• [DATA IN THIS EXERCISE]
------------------------------------------------

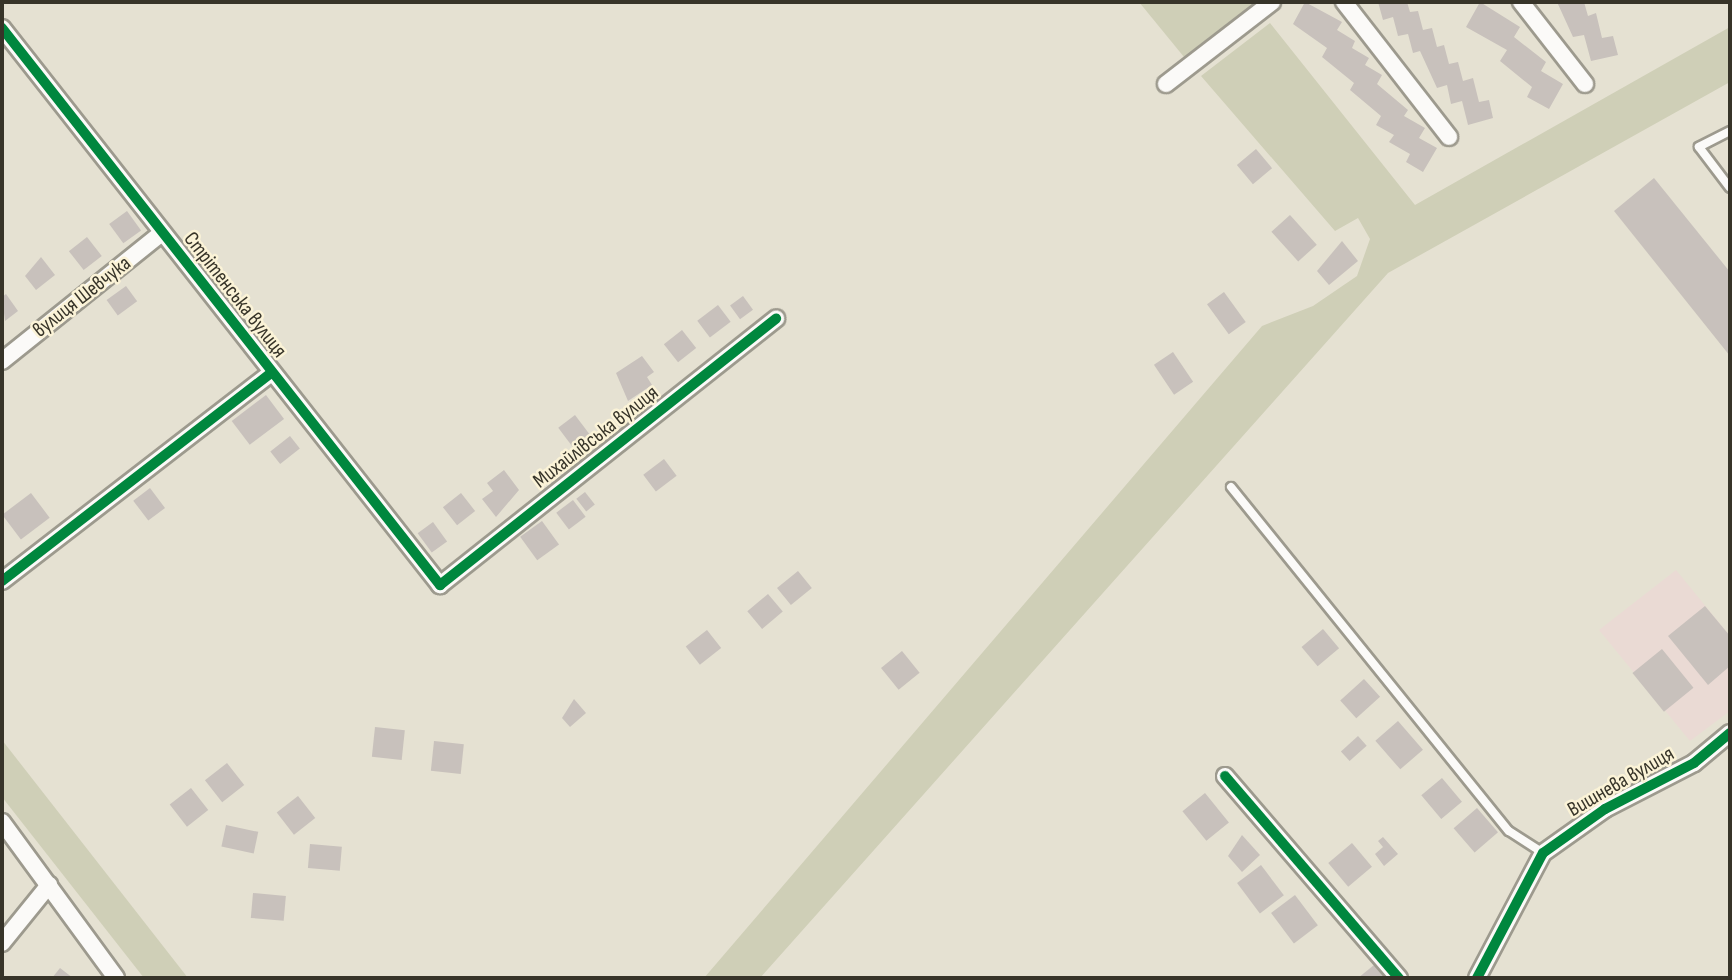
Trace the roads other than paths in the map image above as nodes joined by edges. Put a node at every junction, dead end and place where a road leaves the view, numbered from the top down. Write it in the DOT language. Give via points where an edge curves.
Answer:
graph roads {
  1 [pos="1344,2"];
  2 [pos="1521,2"];
  3 [pos="1268,3"];
  4 [pos="2,28"];
  5 [pos="1166,84"];
  6 [pos="1585,84"];
  7 [pos="1730,131"];
  8 [pos="1449,137"];
  9 [pos="1730,188"];
  10 [pos="162,233"];
  11 [pos="776,319"];
  12 [pos="2,361"];
  13 [pos="271,373"];
  14 [pos="1230,487"];
  15 [pos="2,581"];
  16 [pos="440,585"];
  17 [pos="1730,733"];
  18 [pos="1225,776"];
  19 [pos="2,822"];
  20 [pos="1543,853"];
  21 [pos="49,885"];
  22 [pos="2,943"];
  23 [pos="116,978"];
  24 [pos="1399,978"];
  25 [pos="1477,978"];
  1 -- 8 [label="street"];
  2 -- 6 [label="street"];
  3 -- 5 [label="street"];
  4 -- 10 [label="street, Стрітенська вулиця"];
  7 -- 9 [label="lane" via="1699,147"];
  10 -- 12 [label="street, вулиця Шевчука"];
  10 -- 13 [label="street, Стрітенська вулиця"];
  11 -- 16 [label="street, Михайлівська вулиця"];
  13 -- 15 [label="street"];
  13 -- 16 [label="street, Стрітенська вулиця"];
  14 -- 20 [label="lane" via="1509,831"];
  17 -- 20 [label="street, Вишнева вулиця" via="1694,763 1605,809"];
  18 -- 24 [label="street"];
  19 -- 21 [label="street"];
  20 -- 25 [label="street, Вишнева вулиця"];
  21 -- 22 [label="street"];
  21 -- 23 [label="street"];
}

------------------------------------------------

• [GOAL OF THE EXERCISE] What this calls for is the material above set down exactly, pictures excluded.

• [REPLY TO THE EXERCISE]
Trace the roads other than paths in the map image above as nodes joined by edges. Put a node at every junction, dead end and place where a road leaves the view, numbered from the top down. Write it in the DOT language. Give via points where an edge curves.
Answer:
graph roads {
  1 [pos="1344,2"];
  2 [pos="1521,2"];
  3 [pos="1268,3"];
  4 [pos="2,28"];
  5 [pos="1166,84"];
  6 [pos="1585,84"];
  7 [pos="1730,131"];
  8 [pos="1449,137"];
  9 [pos="1730,188"];
  10 [pos="162,233"];
  11 [pos="776,319"];
  12 [pos="2,361"];
  13 [pos="271,373"];
  14 [pos="1230,487"];
  15 [pos="2,581"];
  16 [pos="440,585"];
  17 [pos="1730,733"];
  18 [pos="1225,776"];
  19 [pos="2,822"];
  20 [pos="1543,853"];
  21 [pos="49,885"];
  22 [pos="2,943"];
  23 [pos="116,978"];
  24 [pos="1399,978"];
  25 [pos="1477,978"];
  1 -- 8 [label="street"];
  2 -- 6 [label="street"];
  3 -- 5 [label="street"];
  4 -- 10 [label="street, Стрітенська вулиця"];
  7 -- 9 [label="lane" via="1699,147"];
  10 -- 12 [label="street, вулиця Шевчука"];
  10 -- 13 [label="street, Стрітенська вулиця"];
  11 -- 16 [label="street, Михайлівська вулиця"];
  13 -- 15 [label="street"];
  13 -- 16 [label="street, Стрітенська вулиця"];
  14 -- 20 [label="lane" via="1509,831"];
  17 -- 20 [label="street, Вишнева вулиця" via="1694,763 1605,809"];
  18 -- 24 [label="street"];
  19 -- 21 [label="street"];
  20 -- 25 [label="street, Вишнева вулиця"];
  21 -- 22 [label="street"];
  21 -- 23 [label="street"];
}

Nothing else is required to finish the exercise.